[TASK INSTRUCTIONS]
Give every line from the entries that contains "Avenida".

[DATA TO EXAMINE]
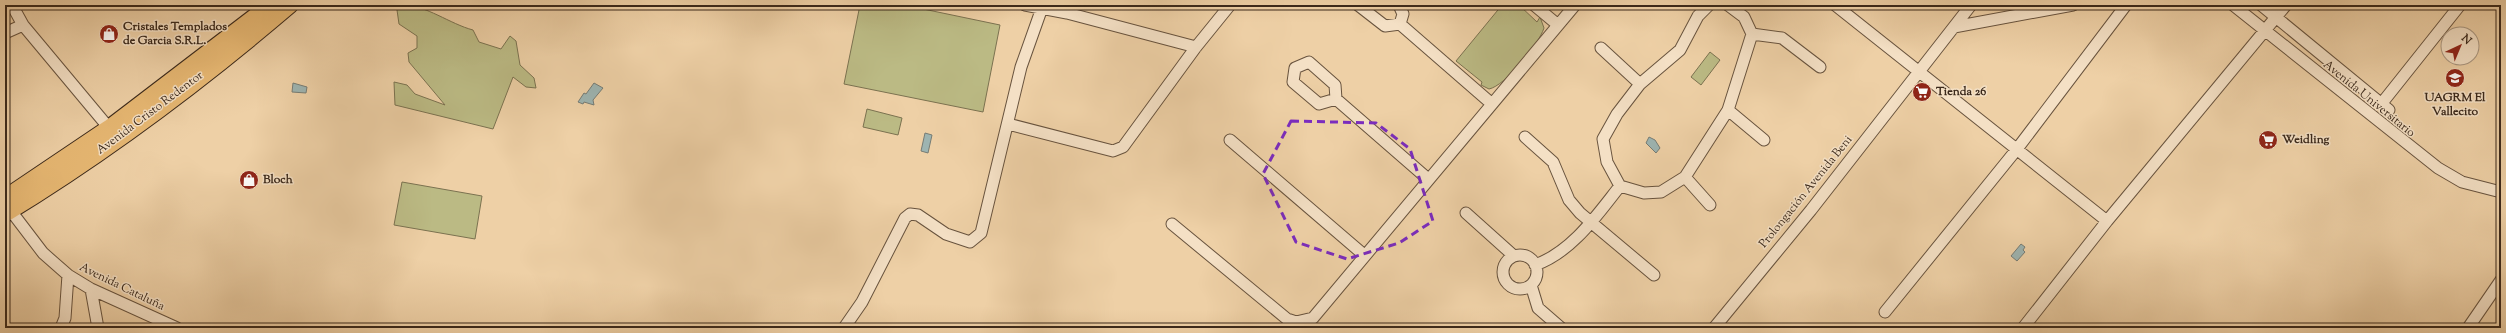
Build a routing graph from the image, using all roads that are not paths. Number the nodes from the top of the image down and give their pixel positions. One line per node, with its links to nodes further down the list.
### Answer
1 (12, 5): 23 (street)
2 (270, 5): 38 (highway, Avenida Cristo Redentor)
3 (290, 5): 48 (highway, Avenida Cristo Redentor)
4 (1025, 5): 20 (street)
5 (1230, 5): 29 (street)
6 (1358, 5): 22 (street)
7 (1399, 5): 22 (street)
8 (1534, 5): 24 (street)
9 (1575, 5): 24 (street)
10 (1709, 5): 33 (street)
11 (1728, 5): 28 (street)
12 (1835, 5): 32 (street)
13 (1971, 5): 25 (street)
14 (2073, 5): 25 (street)
15 (2126, 5): 42 (street)
16 (2233, 5): 26 (street, Avenida Universitario)
17 (2261, 5): 21 (street)
18 (2286, 5): 21 (street)
19 (2460, 5): 21 (street)
20 (1042, 7): 29 (street); 37 (street)
21 (2275, 18): 26 (street)
22 (1400, 24): 35 (street)
23 (23, 25): 27 (street); 38 (street)
24 (1558, 25): 35 (street)
25 (1954, 27): 32 (street, Prolongación Avenida Beni)
26 (2264, 31): 46 (street, Avenida Universitario); 50 (street)
27 (5, 33)
28 (1752, 34): 31 (street); 36 (street)
29 (1196, 47): 37 (street)
30 (1601, 48): 33 (street)
31 (1820, 67)
32 (1918, 72): 42 (street); 62 (street, Prolongación Avenida Beni)
33 (1640, 84): 45 (street)
34 (1336, 99): 44 (street)
35 (1492, 104): 44 (street)
36 (1728, 110): 41 (street); 43 (street)
37 (1008, 124): 66 (street)
38 (109, 128): 48 (highway, Avenida Cristo Redentor)
39 (1525, 137): 51 (street)
40 (1230, 140): 53 (street)
41 (1764, 140)
42 (2016, 149): 50 (street); 61 (street)
43 (1685, 177): 45 (street); 47 (street)
44 (1428, 179): 53 (street)
45 (1620, 186): 51 (street)
46 (2501, 192)
47 (1710, 206)
48 (7, 208): 56 (street, Avenida Cataluña)
49 (1466, 213): 54 (street)
50 (2107, 221): 68 (street)
51 (1591, 223): 55 (street); 57 (street)
52 (1172, 224): 53 (street)
53 (1364, 255)
54 (1514, 256): 55 (street); 59 (street)
55 (1535, 265): 59 (street)
56 (68, 275): 60 (street, Avenida Cataluña); 63 (street)
57 (1654, 275)
58 (2501, 280): 69 (street)
59 (1531, 285): 67 (street)
60 (91, 289): 64 (street); 65 (street, Avenida Cataluña)
61 (1885, 312)
62 (1718, 326)
63 (61, 328)
64 (98, 328)
65 (177, 328)
66 (844, 328)
67 (1561, 328)
68 (2023, 328)
69 (2468, 328)

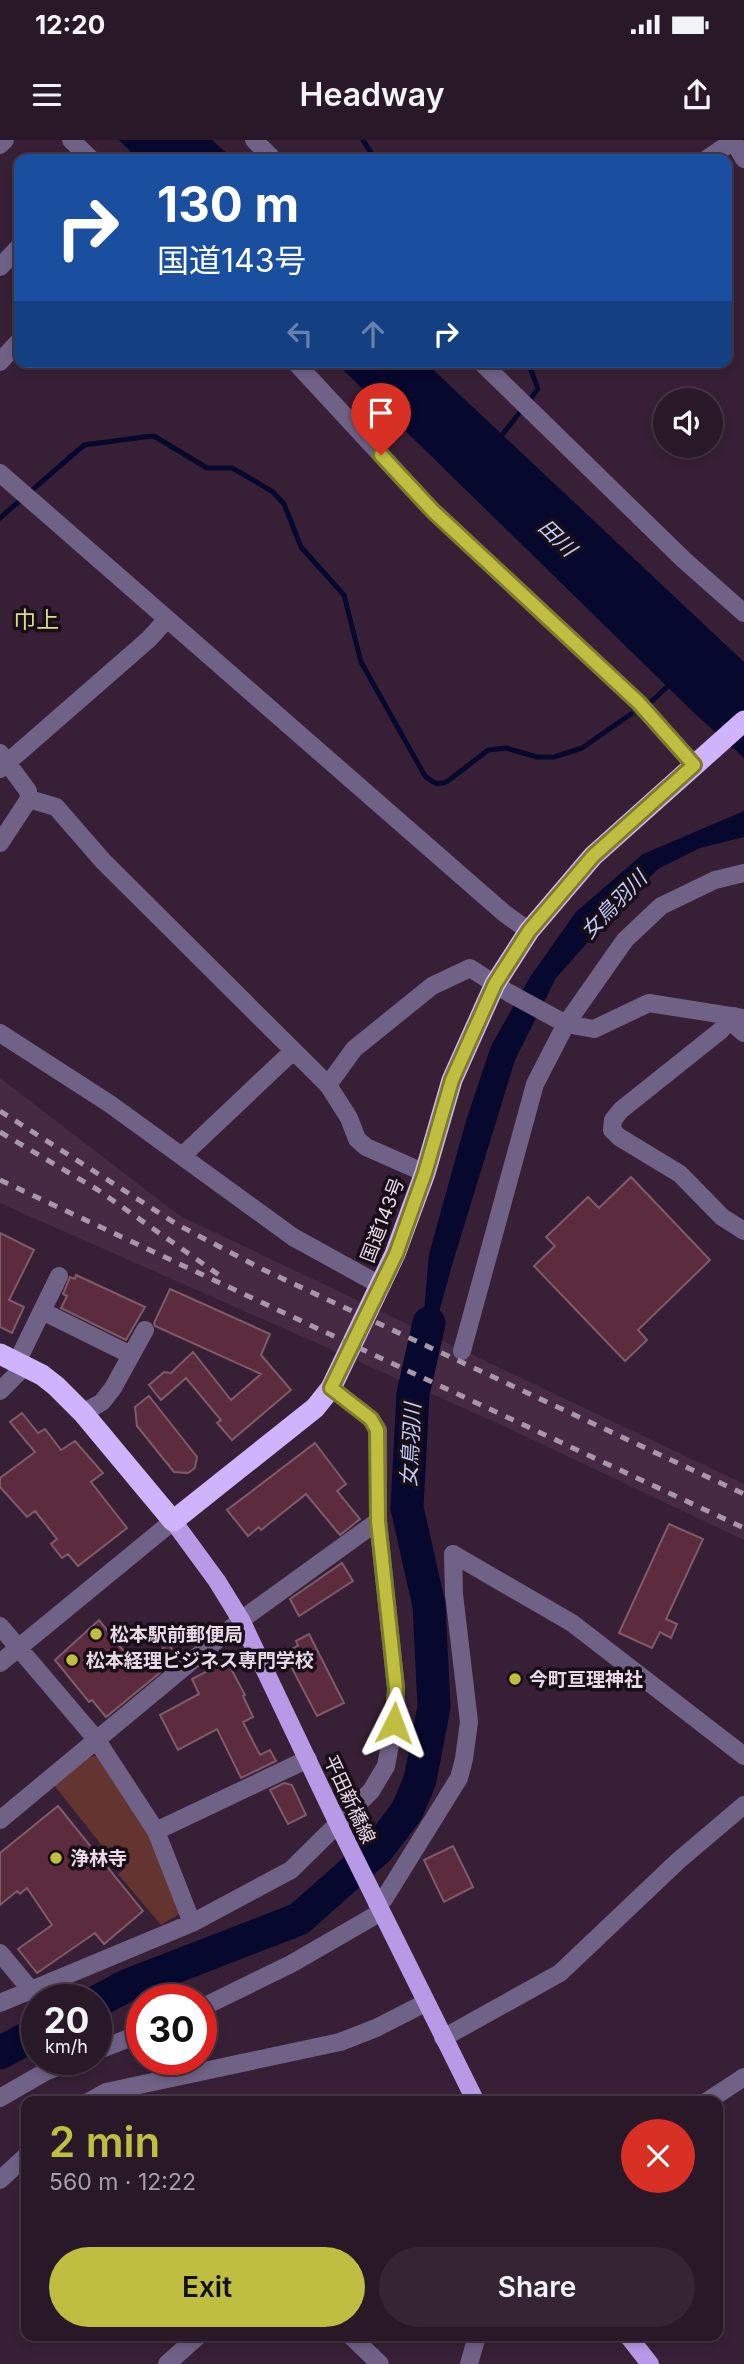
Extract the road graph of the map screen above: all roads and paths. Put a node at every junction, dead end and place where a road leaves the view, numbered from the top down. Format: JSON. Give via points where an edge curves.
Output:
{"nodes":[{"id":1,"x":5,"y":140,"type":"edge"},
{"id":2,"x":71,"y":140,"type":"edge"},
{"id":3,"x":254,"y":140,"type":"edge"},
{"id":4,"x":733,"y":140,"type":"edge"},
{"id":5,"x":0,"y":145,"type":"edge"},
{"id":6,"x":86,"y":154,"type":"edge"},
{"id":7,"x":268,"y":154,"type":"edge"},
{"id":8,"x":714,"y":154,"type":"edge"},
{"id":9,"x":744,"y":159,"type":"edge"},
{"id":10,"x":14,"y":252,"type":"edge"},
{"id":11,"x":0,"y":267,"type":"edge"},
{"id":12,"x":14,"y":347,"type":"edge"},
{"id":13,"x":0,"y":362,"type":"edge"},
{"id":14,"x":301,"y":368,"type":"edge"},
{"id":15,"x":487,"y":368,"type":"edge"},
{"id":16,"x":0,"y":473,"type":"edge"},
{"id":17,"x":744,"y":613,"type":"edge"},
{"id":18,"x":167,"y":619,"type":"junction"},
{"id":19,"x":744,"y":721,"type":"edge"},
{"id":20,"x":2,"y":761,"type":"edge"},
{"id":21,"x":698,"y":762,"type":"junction"},
{"id":22,"x":29,"y":799,"type":"junction"},
{"id":23,"x":0,"y":843,"type":"edge"},
{"id":24,"x":744,"y":873,"type":"edge"},
{"id":25,"x":529,"y":931,"type":"junction"},
{"id":26,"x":502,"y":988,"type":"junction"},
{"id":27,"x":739,"y":1017,"type":"edge"},
{"id":28,"x":560,"y":1021,"type":"junction"},
{"id":29,"x":0,"y":1033,"type":"edge"},
{"id":30,"x":744,"y":1033,"type":"edge"},
{"id":31,"x":293,"y":1051,"type":"junction"},
{"id":32,"x":328,"y":1085,"type":"junction"},
{"id":33,"x":182,"y":1156,"type":"junction"},
{"id":34,"x":425,"y":1173,"type":"junction"},
{"id":35,"x":744,"y":1231,"type":"edge"},
{"id":36,"x":59,"y":1281,"type":"dead end"},
{"id":37,"x":380,"y":1285,"type":"junction"},
{"id":38,"x":42,"y":1311,"type":"junction"},
{"id":39,"x":145,"y":1330,"type":"dead end"},
{"id":40,"x":461,"y":1351,"type":"dead end"},
{"id":41,"x":131,"y":1355,"type":"junction"},
{"id":42,"x":14,"y":1361,"type":"edge"},
{"id":43,"x":331,"y":1388,"type":"junction"},
{"id":44,"x":0,"y":1391,"type":"edge"},
{"id":45,"x":83,"y":1413,"type":"junction"},
{"id":46,"x":173,"y":1521,"type":"junction"},
{"id":47,"x":378,"y":1521,"type":"junction"},
{"id":48,"x":241,"y":1620,"type":"junction"},
{"id":49,"x":0,"y":1626,"type":"edge"},
{"id":50,"x":19,"y":1647,"type":"junction"},
{"id":51,"x":0,"y":1663,"type":"edge"},
{"id":52,"x":96,"y":1739,"type":"junction"},
{"id":53,"x":744,"y":1756,"type":"edge"},
{"id":54,"x":308,"y":1759,"type":"junction"},
{"id":55,"x":744,"y":1805,"type":"edge"},
{"id":56,"x":0,"y":1820,"type":"edge"},
{"id":57,"x":156,"y":1831,"type":"junction"},
{"id":58,"x":342,"y":1832,"type":"junction"},
{"id":59,"x":378,"y":1904,"type":"junction"},
{"id":60,"x":192,"y":1923,"type":"junction"},
{"id":61,"x":0,"y":1953,"type":"edge"},
{"id":62,"x":26,"y":1984,"type":"edge"},
{"id":63,"x":42,"y":1984,"type":"edge"},
{"id":64,"x":21,"y":1993,"type":"edge"},
{"id":65,"x":217,"y":2000,"type":"edge"},
{"id":66,"x":0,"y":2003,"type":"edge"},
{"id":67,"x":425,"y":2003,"type":"junction"},
{"id":68,"x":443,"y":2038,"type":"junction"},
{"id":69,"x":40,"y":2075,"type":"edge"},
{"id":70,"x":744,"y":2077,"type":"edge"},
{"id":71,"x":99,"y":2096,"type":"edge"},
{"id":72,"x":473,"y":2096,"type":"edge"},
{"id":73,"x":715,"y":2096,"type":"edge"},
{"id":74,"x":0,"y":2098,"type":"edge"},
{"id":75,"x":21,"y":2160,"type":"edge"},
{"id":76,"x":0,"y":2180,"type":"edge"},
{"id":77,"x":192,"y":2341,"type":"edge"},
{"id":78,"x":356,"y":2341,"type":"edge"},
{"id":79,"x":476,"y":2341,"type":"edge"},
{"id":80,"x":632,"y":2341,"type":"edge"},
{"id":81,"x":167,"y":2364,"type":"edge"},
{"id":82,"x":380,"y":2364,"type":"edge"},
{"id":83,"x":469,"y":2364,"type":"edge"},
{"id":84,"x":650,"y":2364,"type":"edge"}],
"edges":[{"from":1,"to":5,"type":"street"},
{"from":2,"to":6,"type":"street"},
{"from":3,"to":7,"type":"street"},
{"from":4,"to":8,"type":"street"},
{"from":4,"to":9,"type":"street"},
{"from":10,"to":11,"type":"street"},
{"from":12,"to":13,"type":"street"},
{"from":14,"to":21,"type":"street","via":[[433,511]]},
{"from":15,"to":17,"type":"street"},
{"from":16,"to":18,"type":"street"},
{"from":18,"to":20,"type":"street"},
{"from":18,"to":25,"type":"street"},
{"from":19,"to":21,"type":"highway","name":"国道143号"},
{"from":20,"to":22,"type":"street","via":[[28,791]]},
{"from":21,"to":25,"type":"highway","name":"国道143号","via":[[593,856]]},
{"from":22,"to":23,"type":"street"},
{"from":22,"to":31,"type":"street","via":[[57,807],[103,862]]},
{"from":24,"to":28,"type":"street","via":[[715,880],[661,906],[625,940]]},
{"from":25,"to":26,"type":"highway","name":"国道143号"},
{"from":26,"to":28,"type":"street"},
{"from":26,"to":32,"type":"street","via":[[470,968],[432,986],[354,1049]]},
{"from":26,"to":34,"type":"highway","name":"国道143号","via":[[452,1080]]},
{"from":27,"to":28,"type":"street","via":[[649,1003],[594,1029]]},
{"from":27,"to":30,"type":"street","via":[[738,1028]]},
{"from":27,"to":35,"type":"street","via":[[621,1110],[612,1130],[680,1174],[722,1217]]},
{"from":28,"to":40,"type":"street","via":[[535,1084]]},
{"from":29,"to":33,"type":"street"},
{"from":31,"to":32,"type":"street"},
{"from":31,"to":33,"type":"street"},
{"from":32,"to":34,"type":"street","via":[[357,1139]]},
{"from":33,"to":37,"type":"street","via":[[293,1237]]},
{"from":34,"to":37,"type":"highway","name":"国道143号"},
{"from":36,"to":38,"type":"street"},
{"from":37,"to":43,"type":"highway","name":"国道143号"},
{"from":38,"to":41,"type":"street"},
{"from":38,"to":42,"type":"street"},
{"from":39,"to":41,"type":"street"},
{"from":41,"to":45,"type":"street","via":[[102,1402]]},
{"from":42,"to":44,"type":"street"},
{"from":42,"to":45,"type":"highway","via":[[56,1386]]},
{"from":43,"to":46,"type":"highway","name":"国道143号","via":[[315,1408]]},
{"from":43,"to":47,"type":"street","via":[[371,1419],[377,1430]]},
{"from":45,"to":46,"type":"highway"},
{"from":46,"to":48,"type":"main road","name":"平田新橋線"},
{"from":46,"to":50,"type":"street"},
{"from":47,"to":48,"type":"street"},
{"from":47,"to":58,"type":"street","via":[[396,1688],[394,1723],[386,1766]]},
{"from":48,"to":52,"type":"street"},
{"from":48,"to":54,"type":"main road","name":"平田新橋線"},
{"from":49,"to":50,"type":"street"},
{"from":50,"to":51,"type":"street"},
{"from":50,"to":52,"type":"street"},
{"from":52,"to":56,"type":"street"},
{"from":52,"to":57,"type":"street"},
{"from":53,"to":59,"type":"street","via":[[572,1623],[453,1554],[469,1722],[464,1759],[459,1778],[436,1818]]},
{"from":54,"to":57,"type":"street"},
{"from":54,"to":58,"type":"main road","name":"平田新橋線"},
{"from":55,"to":68,"type":"street","via":[[560,1973]]},
{"from":57,"to":60,"type":"street"},
{"from":58,"to":59,"type":"main road","name":"平田新橋線"},
{"from":58,"to":60,"type":"street","via":[[292,1870]]},
{"from":59,"to":65,"type":"street","via":[[291,1964]]},
{"from":59,"to":67,"type":"main road","name":"平田新橋線"},
{"from":60,"to":63,"type":"street"},
{"from":61,"to":62,"type":"street"},
{"from":64,"to":66,"type":"street"},
{"from":67,"to":68,"type":"main road","name":"平田新橋線"},
{"from":67,"to":71,"type":"street","via":[[340,2042]]},
{"from":68,"to":72,"type":"main road","name":"平田新橋線"},
{"from":69,"to":74,"type":"street"},
{"from":70,"to":73,"type":"street"},
{"from":75,"to":76,"type":"street"},
{"from":77,"to":81,"type":"street"},
{"from":78,"to":82,"type":"street"},
{"from":79,"to":83,"type":"street"},
{"from":80,"to":84,"type":"main road"}]}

[RESPONSE BOX]
2 (270, 5): 38 (highway, Avenida Cristo Redentor)
3 (290, 5): 48 (highway, Avenida Cristo Redentor)
16 (2233, 5): 26 (street, Avenida Universitario)
25 (1954, 27): 32 (street, Prolongación Avenida Beni)
26 (2264, 31): 46 (street, Avenida Universitario); 50 (street)
32 (1918, 72): 42 (street); 62 (street, Prolongación Avenida Beni)
38 (109, 128): 48 (highway, Avenida Cristo Redentor)
48 (7, 208): 56 (street, Avenida Cataluña)
56 (68, 275): 60 (street, Avenida Cataluña); 63 (street)
60 (91, 289): 64 (street); 65 (street, Avenida Cataluña)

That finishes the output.